There's more to regular expressions and I encourage you to turn to a reference book such as Mastering Regular Expressions (see Resources).

Pattern and Matcher

In Listing 1, once a regular expression is compiled into a Pattern, it creates a Matcher with the matcher() method. The Matcher accepts a CharSequence (more on this in the next section, NIO) and reports whether the regular expression matches or not. The Matcher offers several methods to test regular expression: matches(), lookingAt(), and find(). Each applies the regular expression differently.
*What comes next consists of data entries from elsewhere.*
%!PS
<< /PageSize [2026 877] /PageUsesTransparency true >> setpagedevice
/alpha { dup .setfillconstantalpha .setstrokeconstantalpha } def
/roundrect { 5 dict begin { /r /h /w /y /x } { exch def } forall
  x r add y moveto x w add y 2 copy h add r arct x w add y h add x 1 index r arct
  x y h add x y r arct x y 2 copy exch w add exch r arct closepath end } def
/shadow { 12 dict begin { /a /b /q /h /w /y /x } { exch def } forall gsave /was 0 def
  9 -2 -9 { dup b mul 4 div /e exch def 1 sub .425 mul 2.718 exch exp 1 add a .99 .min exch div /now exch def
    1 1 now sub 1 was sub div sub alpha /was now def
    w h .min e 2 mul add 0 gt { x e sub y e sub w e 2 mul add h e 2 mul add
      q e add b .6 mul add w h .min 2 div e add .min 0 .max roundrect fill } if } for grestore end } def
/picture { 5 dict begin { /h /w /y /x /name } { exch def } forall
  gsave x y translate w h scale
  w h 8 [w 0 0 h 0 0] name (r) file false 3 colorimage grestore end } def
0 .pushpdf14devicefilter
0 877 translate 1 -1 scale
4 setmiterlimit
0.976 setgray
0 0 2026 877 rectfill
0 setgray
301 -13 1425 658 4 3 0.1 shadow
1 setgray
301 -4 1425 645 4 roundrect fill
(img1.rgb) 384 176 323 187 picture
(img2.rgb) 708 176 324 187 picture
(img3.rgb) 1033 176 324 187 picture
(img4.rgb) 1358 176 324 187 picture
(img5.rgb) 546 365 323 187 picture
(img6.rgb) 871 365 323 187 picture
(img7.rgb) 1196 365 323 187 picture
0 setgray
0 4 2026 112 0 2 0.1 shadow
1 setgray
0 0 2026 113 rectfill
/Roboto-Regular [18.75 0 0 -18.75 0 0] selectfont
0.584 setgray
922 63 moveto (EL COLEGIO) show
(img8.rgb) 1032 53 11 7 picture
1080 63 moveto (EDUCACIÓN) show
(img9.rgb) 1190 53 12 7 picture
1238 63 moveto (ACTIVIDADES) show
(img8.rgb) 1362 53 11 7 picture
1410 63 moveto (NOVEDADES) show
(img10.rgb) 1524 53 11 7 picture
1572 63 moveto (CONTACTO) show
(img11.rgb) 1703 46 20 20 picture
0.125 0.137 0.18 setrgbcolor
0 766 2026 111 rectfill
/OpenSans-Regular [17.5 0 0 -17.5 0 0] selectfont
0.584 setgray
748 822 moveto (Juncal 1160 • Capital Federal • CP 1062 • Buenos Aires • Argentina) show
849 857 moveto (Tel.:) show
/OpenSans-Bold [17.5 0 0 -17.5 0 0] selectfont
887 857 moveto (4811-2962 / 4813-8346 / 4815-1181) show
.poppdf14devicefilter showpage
Matcher also offers a group() that retrieves the string matching a given group. Groups are numbered from 1 to n, whereas group(0) is the complete regular expression.

Listing 1 applies the regular expression to a command-line parameter. It prints the groups it has found, if any. For example, when calling the application with:

java SampleRegex "domain:ananas.org"

it will print:

Key: domain
Value: ananas.org

since the input (domain:ananas.org) matches the regular expression. However if it is called with:

java SampleRegex "ananas.org"

it will print:

No match

since the input does not match the regular expression.

NIO

I mentioned CharSequence in the previous section, Pattern and Matcher. This is a new interface defined in the java.lang package for an array of characters. String has been updated to implement CharSequence.

More importantly, by using the NIO package it is possible to access a file as a CharSequence. Therefore, since Matcher accepts CharSequence, it is possible to apply regular expressions to whole files. That's how I ended up looking at the java.nio package (see Resources).

Ultimately, I won't be using java.nio in this project, but I will discuss it nonetheless because I spent a lot of time looking for a solution. (Chasing dead ends is a favorite pastime in software development and the column would not be true to itself if I failed to report on those. Besides, I hope my experience will save you from doing the same research.)

Listing 2 shows you how to turn a file into a CharSequence. In practice, you end up with a new class called CharBuffer, which implements CharSequence over a text file.


Listing 2. Using CharBuffer

FileInputStream input = new FileInputStream(params[0]);
FileChannel channel = input.getChannel();
int fileLength = (int)channel.size();
MappedByteBuffer buffer = channel.map(FileChannel.MapMode.READ_ONLY,0,fileLength);

Charset charset = Charset.forName("ISO-8859-1");
CharsetDecoder decoder = charset.newDecoder();
CharBuffer charBuffer = decoder.decode(buffer);

Matcher matcher = pattern.matcher(charBuffer);
// ...

Before going any further, I must confess that I'm not sure I have fully grasped the logic behind the NIO. I only recently started using this API and here's what I have found.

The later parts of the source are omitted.